EXERCISE INSTRUCTIONS ▸ Leaving pictures aside, restate exactly the lines of the data below, from the first one through the line that contains "Task: Transcribe the".

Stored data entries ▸
--------------------------------
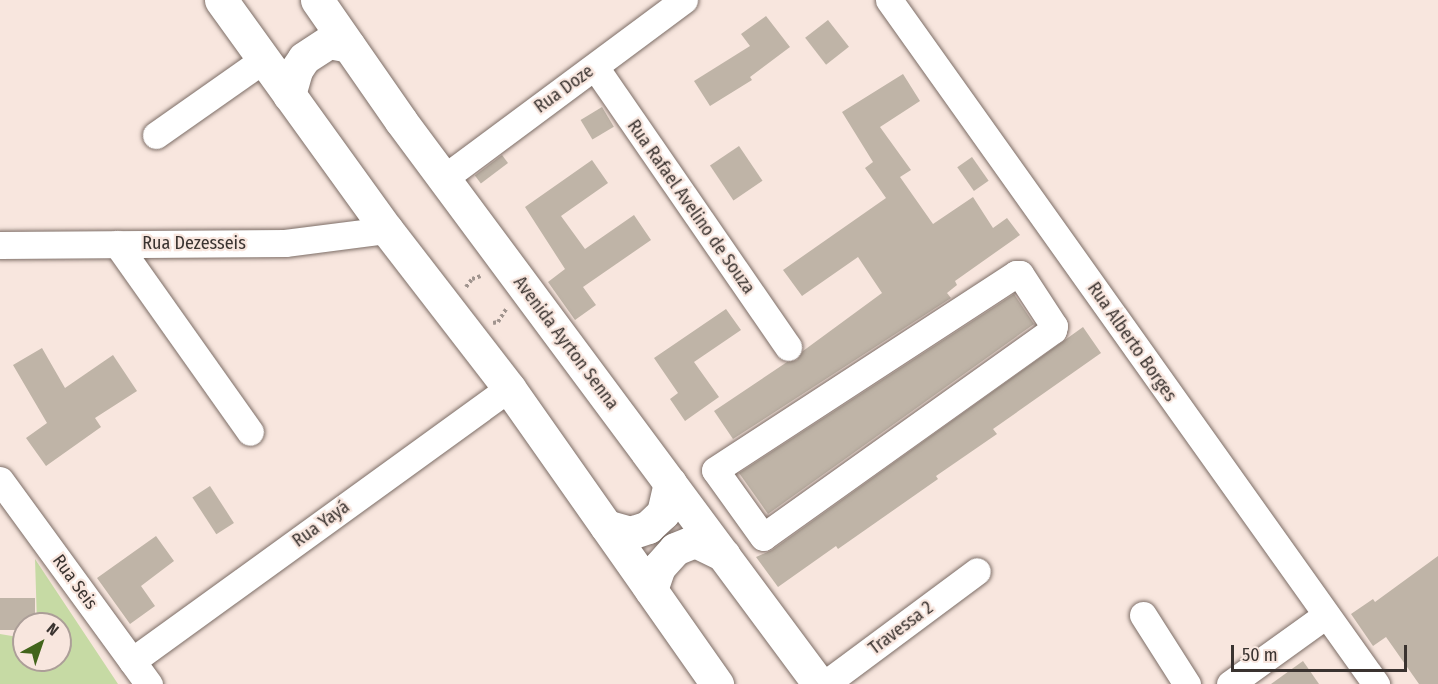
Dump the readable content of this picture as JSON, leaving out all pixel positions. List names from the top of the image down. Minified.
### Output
{"streets":{"street":["Rua Doze","Rua Rafael Avelino de Souza","Rua Dezesseis","Rua Alberto Borges","Avenida Ayrton Senna","Rua Yayá","Rua Seis","Travessa 2"]},"crossings":[["Rua Doze","Rua Rafael Avelino de Souza"],["Rua Doze","Avenida Ayrton Senna"],["Rua Yayá","Rua Seis"]],"scale_bar":"50 m","north":"top right"}
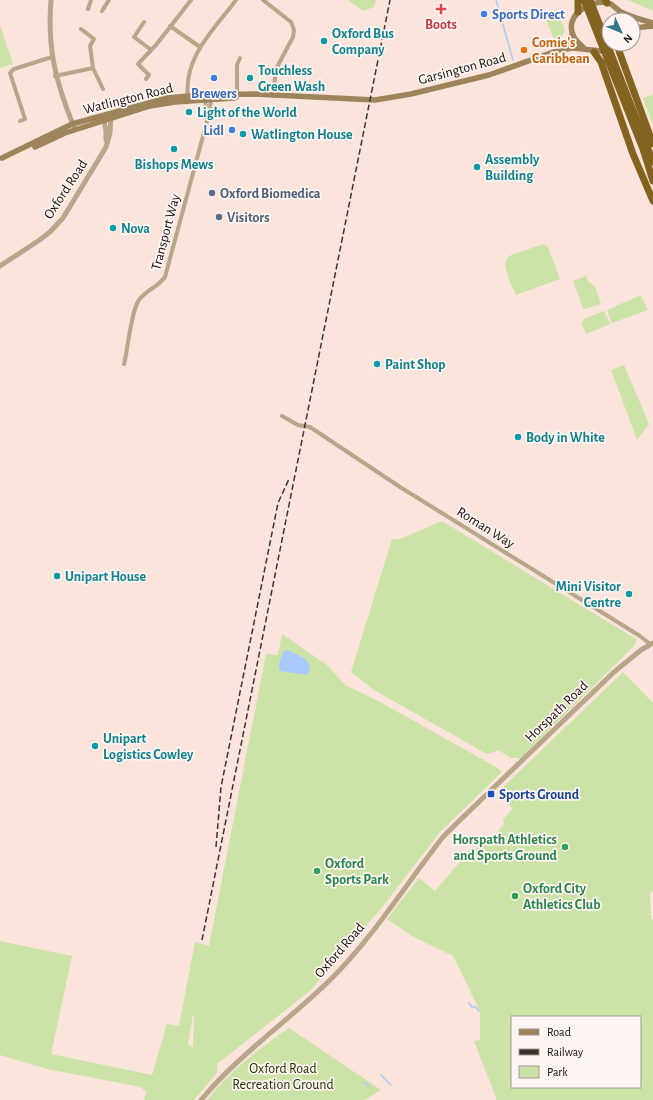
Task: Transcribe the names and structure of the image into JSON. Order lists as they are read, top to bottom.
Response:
{
  "streets": {
    "main road": ["Garsington Road", "Watlington Road"],
    "street": [
      "Oxford Road",
      "Transport Way",
      "Roman Way",
      "Horspath Road"
    ]
  },
  "crossings": [
    ["Garsington Road", "Watlington Road"],
    ["Watlington Road", "Oxford Road"],
    ["Watlington Road", "Transport Way"],
    ["Oxford Road", "Horspath Road"],
    ["Roman Way", "Horspath Road"]
  ],
  "parks": ["Oxford Road Recreation Ground"],
  "places": {
    "health": ["Boots"],
    "other": [
      "Sports Direct",
      "Oxford Bus Company",
      "Comie's Caribbean",
      "Brewers",
      "Touchless Green Wash",
      "Light of the World",
      "Lidl",
      "Watlington House",
      "Bishops Mews",
      "Assembly Building",
      "Oxford Biomedica",
      "Visitors",
      "Nova",
      "Paint Shop",
      "Body in White",
      "Unipart House",
      "Mini Visitor Centre",
      "Unipart Logistics Cowley",
      "Horspath Athletics and Sports Ground",
      "Oxford Sports Park",
      "Oxford City Athletics Club"
    ],
    "transit": ["Sports Ground"]
  },
  "legend": ["Road", "Railway", "Park"],
  "north": "bottom right"
}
--------------------------------
RESULT OF THIS TASK ▸
Dump the readable content of this picture as JSON, leaving out all pixel positions. List names from the top of the image down. Minified.
### Output
{"streets":{"street":["Rua Doze","Rua Rafael Avelino de Souza","Rua Dezesseis","Rua Alberto Borges","Avenida Ayrton Senna","Rua Yayá","Rua Seis","Travessa 2"]},"crossings":[["Rua Doze","Rua Rafael Avelino de Souza"],["Rua Doze","Avenida Ayrton Senna"],["Rua Yayá","Rua Seis"]],"scale_bar":"50 m","north":"top right"}
Task: Transcribe the names and structure of the image into JSON. Order lists as they are read, top to bottom.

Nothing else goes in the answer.